À peine dix jours après avoir repris le contrôle d’Anefis, les forces armées maliennes ont de nouveau été prises pour cible dans le nord du pays. Une embuscade contre un convoi militaire près de Tabankort souligne la capacité des groupes armés à poursuivre leurs offensives malgré les succès récemment revendiqués par Bamako.
Une embuscade sur la route de Gao
Selon des sources militaires et sécuritaires, le convoi quittait la ville stratégique d’Anefis en direction de Gao lorsqu’il a été attaqué samedi matin à proximité de Tabankort.

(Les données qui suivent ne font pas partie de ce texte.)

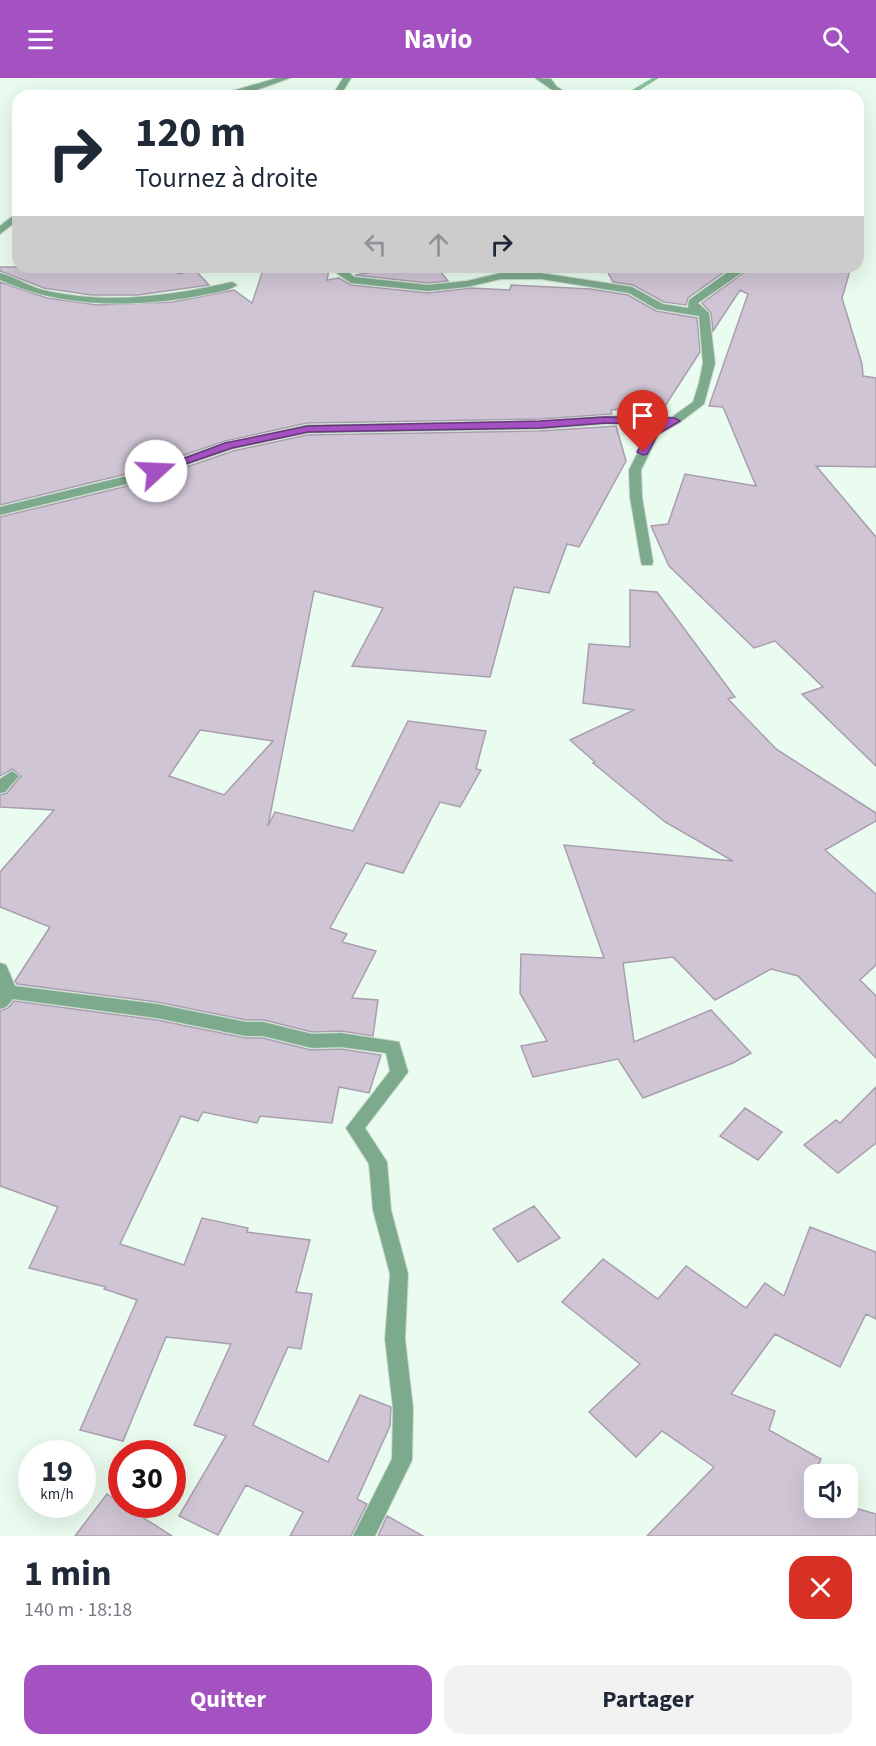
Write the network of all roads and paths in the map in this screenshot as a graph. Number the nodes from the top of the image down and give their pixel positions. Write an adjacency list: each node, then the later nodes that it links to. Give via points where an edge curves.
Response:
1 (286, 78): 3 (street)
2 (539, 78): 4 (street)
3 (245, 90)
4 (556, 90)
5 (12, 220): 6 (street)
6 (0, 231)
7 (344, 273): 11 (street, via 351,280 429,288 501,276 541,276 632,290 660,307)
8 (733, 273): 11 (street, via 693,302 692,306)
9 (0, 276): 10 (street, via 42,293 89,302 162,299)
10 (232, 285)
11 (704, 313): 12 (street, via 709,363 705,383 698,404)
12 (675, 421): 13 (street, via 308,429 229,446 139,477); 14 (street, via 654,432 635,470)
13 (0, 511)
14 (647, 562)
15 (12, 776): 16 (street)
16 (0, 788)
17 (0, 969): 18 (street)
18 (4, 997): 19 (street, via 157,1011 312,1041 393,1047 399,1072 355,1128 378,1162 382,1210 399,1274 395,1339 403,1408 402,1460)
19 (364, 1536)

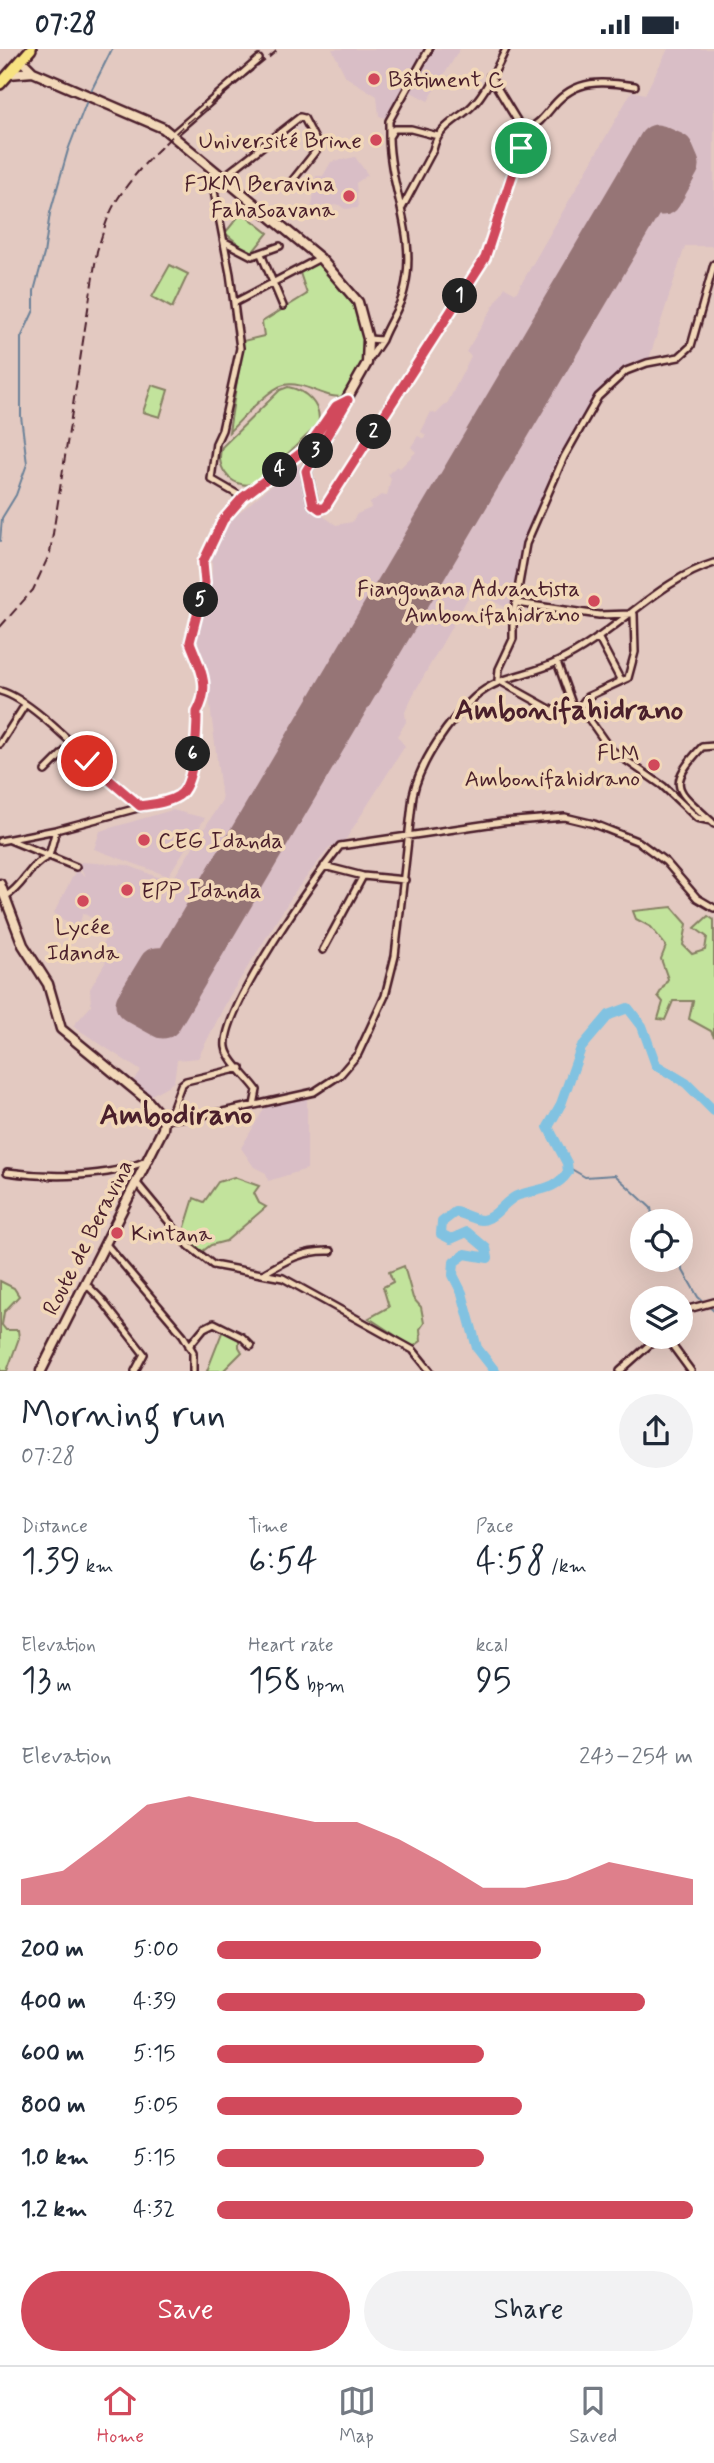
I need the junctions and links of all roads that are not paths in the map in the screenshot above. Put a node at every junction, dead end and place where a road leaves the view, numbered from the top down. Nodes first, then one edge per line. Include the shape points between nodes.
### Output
1 (31, 49) edge
2 (429, 49) edge
3 (506, 49) edge
4 (259, 59) dead end
5 (20, 60) junction
6 (33, 72) junction
7 (9, 74) junction
8 (490, 76) junction
9 (0, 84) edge
10 (635, 86) dead end
11 (524, 132) junction
12 (172, 135) junction
13 (438, 136) junction
14 (389, 137) junction
15 (222, 178) junction
16 (292, 181) dead end
17 (402, 208) junction
18 (225, 242) junction
19 (280, 246) dead end
20 (261, 254) junction
21 (320, 258) junction
22 (714, 264) edge
23 (272, 285) junction
24 (233, 303) junction
25 (283, 306) dead end
26 (368, 339) junction
27 (382, 340) junction
28 (367, 363) junction
29 (348, 400) junction
30 (243, 497) junction
31 (313, 504) joint
32 (714, 563) edge
33 (517, 603) junction
34 (634, 614) junction
35 (598, 636) junction
36 (557, 662) junction
37 (498, 680) junction
38 (621, 681) junction
39 (0, 691) edge
40 (25, 705) junction
41 (576, 713) junction
42 (0, 744) edge
43 (71, 745) junction
44 (714, 746) edge
45 (45, 771) dead end
46 (140, 806) junction
47 (713, 823) edge
48 (55, 830) junction
49 (408, 838) junction
50 (10, 840) junction
51 (0, 841) edge
52 (49, 856) junction
53 (324, 866) junction
54 (76, 867) dead end
55 (363, 876) junction
56 (405, 880) junction
57 (0, 884) edge
58 (5, 901) edge
59 (714, 908) edge
60 (323, 950) dead end
61 (241, 1069) junction
62 (254, 1105) junction
63 (166, 1119) junction
64 (146, 1161) junction
65 (6, 1173) dead end
66 (136, 1182) junction
67 (105, 1243) junction
68 (331, 1251) dead end
69 (262, 1274) junction
70 (85, 1283) junction
71 (714, 1301) edge
72 (693, 1307) edge
73 (189, 1346) junction
74 (251, 1346) dead end
75 (647, 1349) edge
76 (675, 1349) edge
77 (629, 1369) edge
78 (43, 1370) edge
79 (135, 1371) edge
80 (193, 1371) edge
81 (430, 1371) edge
82 (620, 1371) edge
83 (691, 1371) edge

1 - 5 main road
2 - 14 street via 389,121
3 - 8 street
4 - 12 street
5 - 6 street
5 - 7 main road
6 - 7 street
6 - 12 street via 145,118
7 - 9 main road
8 - 11 street
8 - 13 street via 474,105 451,120
10 - 11 street via 598,81 579,86 565,93 537,125
11 - 31 street via 485,258 325,507
12 - 15 street
13 - 14 street via 402,128 394,129
13 - 17 street
14 - 17 street
15 - 16 street via 300,117 318,148
15 - 18 street via 214,191
15 - 21 street
17 - 27 street via 410,248 408,273 404,293
18 - 20 street via 252,256
18 - 24 street
19 - 20 street
20 - 23 street
21 - 23 street
21 - 26 street via 358,302
22 - 33 street via 691,346 679,357 626,371 598,397 564,457 526,544
23 - 24 street
23 - 25 street
24 - 30 street via 240,348 211,479
26 - 27 street
26 - 28 street
27 - 28 street
28 - 29 street
29 - 30 street via 336,406 307,448
29 - 31 street via 306,471
30 - 46 street via 223,520 203,562 205,583 190,642 200,658 204,679 192,767 183,793
32 - 34 street via 675,581
33 - 34 street via 598,615
33 - 37 street via 513,639
34 - 35 street
34 - 38 street via 635,652 628,678
35 - 36 street
35 - 38 street
36 - 37 street
36 - 41 street
37 - 41 street via 559,715
37 - 49 street via 471,700 418,773
38 - 41 street via 587,697
39 - 40 street via 13,694
40 - 42 street
40 - 43 street
41 - 47 street via 589,719 610,750 663,786 697,818
43 - 45 street
43 - 46 street
44 - 47 street via 702,747 681,769 678,779 682,794
46 - 48 street
48 - 50 street
48 - 52 street
49 - 53 street via 340,846
49 - 56 street
49 - 59 street via 565,817 639,842 666,862 697,898
50 - 51 street
50 - 52 street
52 - 54 street
52 - 58 street via 32,865 24,883
53 - 55 street
53 - 61 street via 241,1000 226,1049
55 - 56 street
55 - 60 street
56 - 62 street via 385,996 358,1054 341,1075 314,1092
57 - 58 street
58 - 63 street via 23,945 48,985 61,1029
61 - 62 street via 257,1090
61 - 63 street via 181,1084
62 - 63 street
63 - 64 street, Route de Beravina
64 - 65 street via 123,1171
64 - 66 street, Route de Beravina
66 - 67 street, Route de Beravina
66 - 69 street via 189,1246 213,1265
67 - 70 street, Route de Beravina
67 - 73 street
68 - 69 street via 296,1254
69 - 81 street via 283,1277 413,1350
70 - 78 street, Route de Beravina
70 - 79 street via 144,1354
71 - 72 street
73 - 74 street via 214,1323
73 - 80 street
75 - 77 street
76 - 83 street
77 - 82 street

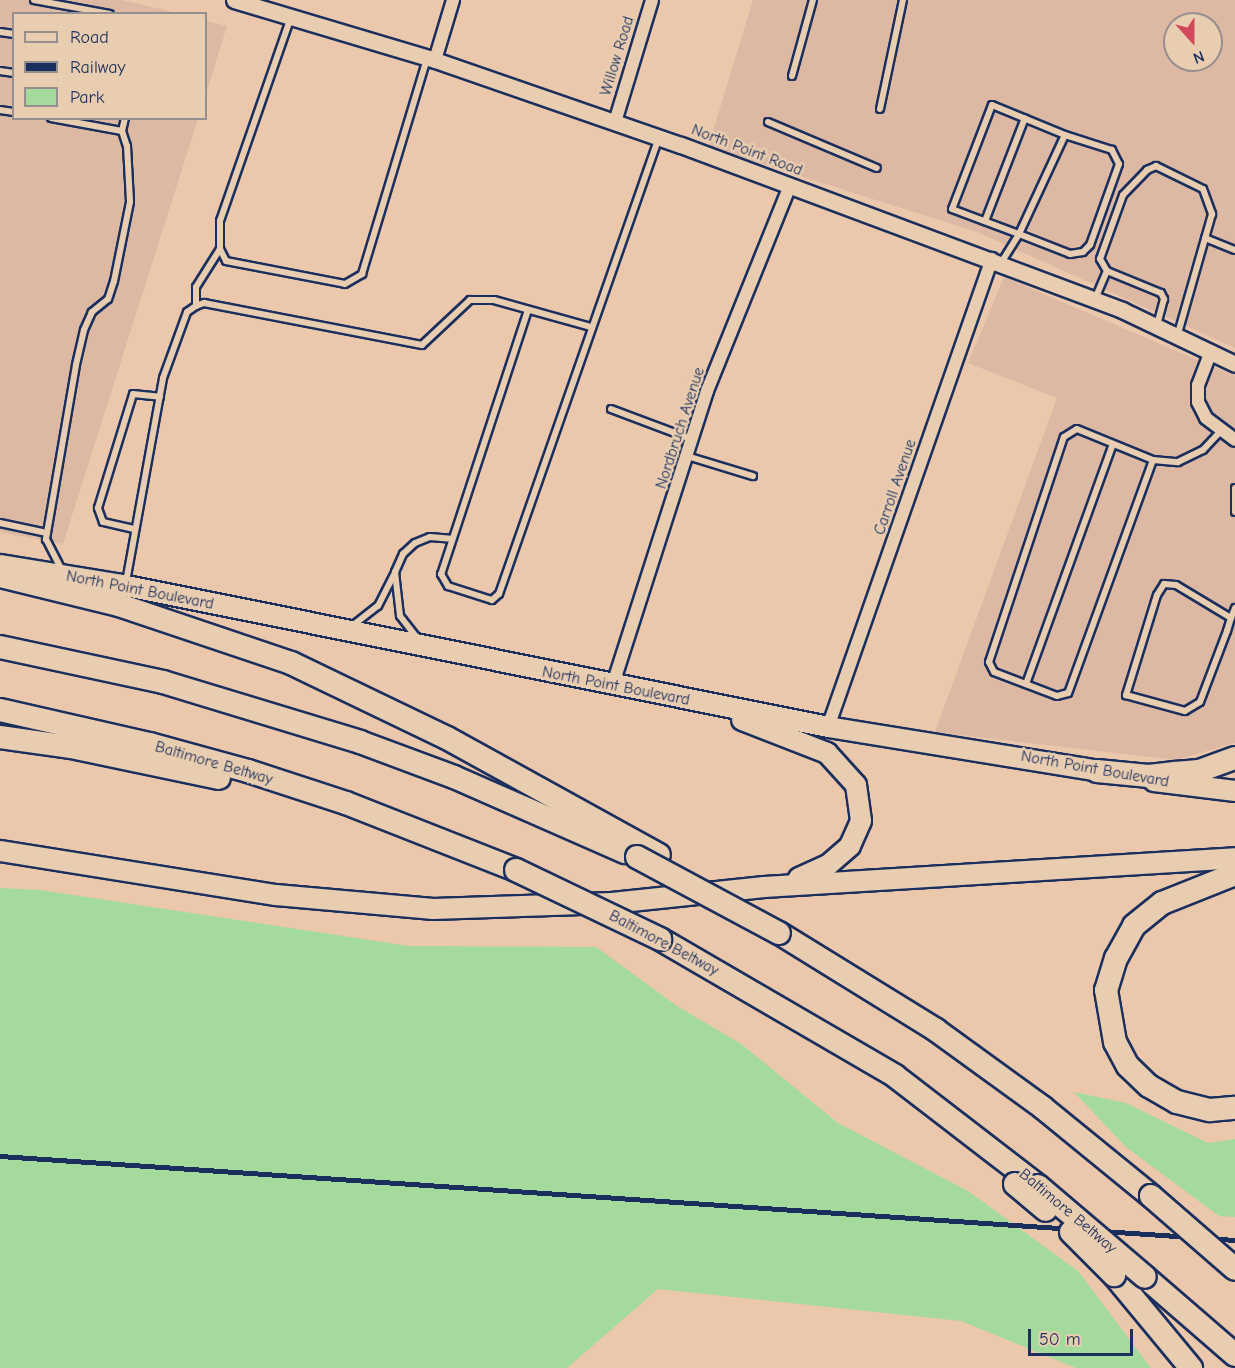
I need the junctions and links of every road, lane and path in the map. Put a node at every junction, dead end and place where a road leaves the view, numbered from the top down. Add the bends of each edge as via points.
1 (34, 0) edge
2 (234, 0) edge
3 (453, 0) edge
4 (652, 0) edge
5 (813, 0) edge
6 (903, 0) edge
7 (256, 2) edge
8 (99, 12) edge
9 (291, 16) junction
10 (431, 59) junction
11 (792, 76) dead end
12 (880, 109) dead end
13 (1025, 118) junction
14 (62, 120) edge
15 (125, 120) edge
16 (615, 122) junction
17 (768, 122) dead end
18 (122, 131) junction
19 (1065, 135) junction
20 (659, 137) junction
21 (877, 168) dead end
22 (790, 186) junction
23 (985, 221) junction
24 (1019, 234) junction
25 (1205, 238) junction
26 (1090, 245) junction
27 (220, 249) junction
28 (1102, 250) junction
29 (1235, 250) edge
30 (997, 261) junction
31 (1107, 271) junction
32 (1095, 300) junction
33 (196, 306) junction
34 (528, 310) junction
35 (591, 327) junction
36 (1156, 327) junction
37 (1177, 337) junction
38 (1210, 354) junction
39 (1235, 364) edge
40 (160, 397) junction
41 (611, 409) dead end
42 (1221, 431) junction
43 (692, 440) junction
44 (1235, 440) edge
45 (1113, 444) junction
46 (687, 456) junction
47 (1153, 460) junction
48 (753, 477) dead end
49 (1235, 488) edge
50 (1235, 512) edge
51 (0, 523) edge
52 (134, 529) junction
53 (47, 533) junction
54 (451, 539) junction
55 (0, 565) edge
56 (395, 572) junction
57 (66, 575) junction
58 (0, 576) edge
59 (126, 586) junction
60 (1235, 608) edge
61 (1232, 618) junction
62 (345, 631) junction
63 (0, 646) edge
64 (425, 648) junction
65 (613, 684) junction
66 (1026, 684) junction
67 (680, 699) junction
68 (0, 710) edge
69 (828, 727) junction
70 (0, 737) edge
71 (1235, 758) edge
72 (1097, 771) junction
73 (1235, 791) edge
74 (0, 851) edge
75 (648, 856) junction
76 (1235, 858) edge
77 (516, 870) junction
78 (1235, 874) edge
79 (764, 886) junction
80 (807, 1022) junction
81 (1235, 1108) edge
82 (1235, 1269) edge
83 (1235, 1355) edge
84 (1191, 1368) edge

1 - 8 lane
2 - 7 street, North Point Road
3 - 10 street
4 - 16 street, Willow Road
5 - 11 lane
6 - 12 lane
7 - 9 street, North Point Road
9 - 10 street, North Point Road
9 - 27 lane via 220,221
10 - 16 street, North Point Road
10 - 27 lane via 362,274 345,284 226,261
13 - 19 lane
13 - 23 lane
13 - 23 lane via 992,105 952,209
14 - 18 lane
15 - 18 lane
16 - 20 street, North Point Road
17 - 21 lane
18 - 53 lane via 127,146 130,202 125,234 108,299 92,312 84,330
19 - 24 lane
19 - 26 lane via 1112,150 1119,164
20 - 22 street, North Point Road
20 - 35 lane
22 - 30 street, North Point Road
22 - 43 street, Nordbruch Avenue via 707,391
23 - 24 lane
24 - 26 lane via 1070,254 1083,252
24 - 30 lane
25 - 28 lane via 1212,214 1203,189 1156,166 1123,195
25 - 29 lane
25 - 37 lane
26 - 28 lane
27 - 33 lane via 196,287
28 - 31 lane via 1100,259
30 - 32 street, North Point Road
30 - 69 street, Carroll Avenue
31 - 32 lane
31 - 36 lane via 1161,293 1164,299
32 - 36 street, North Point Road
33 - 34 lane via 204,303 422,345 470,300 494,300
33 - 40 lane via 188,312
34 - 35 lane
34 - 54 lane
35 - 54 lane via 499,594 492,600 443,581 442,563
36 - 37 street, North Point Road
37 - 38 street, North Point Road
38 - 39 street, North Point Road
38 - 42 street via 1198,385 1198,402 1203,414
40 - 52 lane
40 - 52 lane via 133,394 98,508 103,522
41 - 43 lane
42 - 44 street
42 - 47 lane via 1203,450 1178,462
43 - 46 street, Nordbruch Avenue
45 - 47 lane
45 - 66 lane
45 - 66 lane via 1077,429 1064,437 989,662 994,672
46 - 48 lane
46 - 65 street, Nordbruch Avenue
47 - 66 lane via 1068,693 1057,696
49 - 50 lane
51 - 53 lane
52 - 59 lane
53 - 57 lane via 53,559
54 - 56 lane via 430,537 415,543 403,554
55 - 57 main road, North Point Boulevard
56 - 62 lane via 378,606
56 - 64 lane via 400,616
57 - 59 main road, North Point Boulevard
58 - 75 highway via 119,605 291,663 447,738
59 - 62 main road, North Point Boulevard
60 - 61 lane
61 - 61 lane via 1200,702 1185,711 1126,695 1156,595 1164,584 1176,585
62 - 64 main road, North Point Boulevard
63 - 75 highway via 163,682 360,742
64 - 65 main road, North Point Boulevard
65 - 67 main road, North Point Boulevard
67 - 69 main road, North Point Boulevard
67 - 79 main road via 827,753 856,785 861,821 850,846 811,875
68 - 77 highway, Baltimore Beltway via 248,771 346,803
69 - 72 main road, North Point Boulevard
70 - 77 highway via 132,759 245,784
71 - 72 highway via 1199,771 1149,776
72 - 73 main road, North Point Boulevard
74 - 79 main road via 276,895 433,909 612,903
75 - 82 highway, bridge via 936,1030 1042,1107
76 - 79 main road
77 - 80 highway, Baltimore Beltway, bridge via 660,939
78 - 81 highway via 1162,903 1134,926 1116,958 1106,990 1115,1042 1128,1066 1149,1086 1177,1102 1210,1110
80 - 83 highway, Baltimore Beltway, bridge via 895,1076 1038,1186
80 - 84 highway, bridge via 1015,1184 1114,1275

Les affrontements se sont rapidement intensifiés. Des responsables sécuritaires évoquent de lourdes pertes dans les rangs de l’armée, sans communiquer de bilan officiel. De son côté, le Front de libération de l’Azawad (FLA) affirme avoir capturé plusieurs militaires, diffusant des images présentées comme celles de soldats faits prisonniers. Ces affirmations n’ont toutefois pas été confirmées par des sources indépendantes.
Une région au cœur des affrontements
L’attaque intervient dans une zone particulièrement sensible du nord malien. Le 4 juillet, Anefis avait été brièvement occupée par des combattants du Front de libération de l’Azawad, appuyés selon plusieurs sources par le Groupe de soutien à l’islam et aux musulmans (GSIM ou JNIM), organisation affiliée à Al-Qaïda.
Après plusieurs jours de combats, l’armée malienne, épaulée par les paramilitaires russes de l’Africa Corps, avait repris le contrôle de la localité le 10 juillet. Selon le dernier bilan officiel, ces affrontements avaient coûté la vie à une trentaine de soldats et fait une soixantaine de blessés.
L’embuscade de Tabankort montre cependant que la reconquête d’un territoire ne signifie pas nécessairement sa sécurisation durable.
Une pression constante sur les forces maliennes
Depuis plusieurs mois, les groupes armés multiplient les attaques coordonnées contre les positions militaires et les axes de communication dans le nord et le centre du Mali. Leur stratégie consiste autant à infliger des pertes aux forces gouvernementales qu’à démontrer leur capacité à frapper des zones pourtant annoncées comme reprises.
Cette nouvelle attaque illustre également la complexité du conflit malien, où se côtoient groupes djihadistes et mouvements indépendantistes, dont les intérêts peuvent parfois converger face aux forces gouvernementales.
Une crise qui s’enracine
Treize ans après le début de l’insurrection de 2012, le Mali reste confronté à une crise sécuritaire persistante malgré les nombreuses opérations militaires menées par les autorités.
Les combats autour d’Anefis rappellent que le contrôle des principales villes ne suffit pas à garantir la stabilité d’une région où les groupes armés conservent une forte capacité de mobilité et d’action. Dans ce contexte, chaque avancée militaire demeure fragile et susceptible d’être remise en cause par de nouvelles offensives.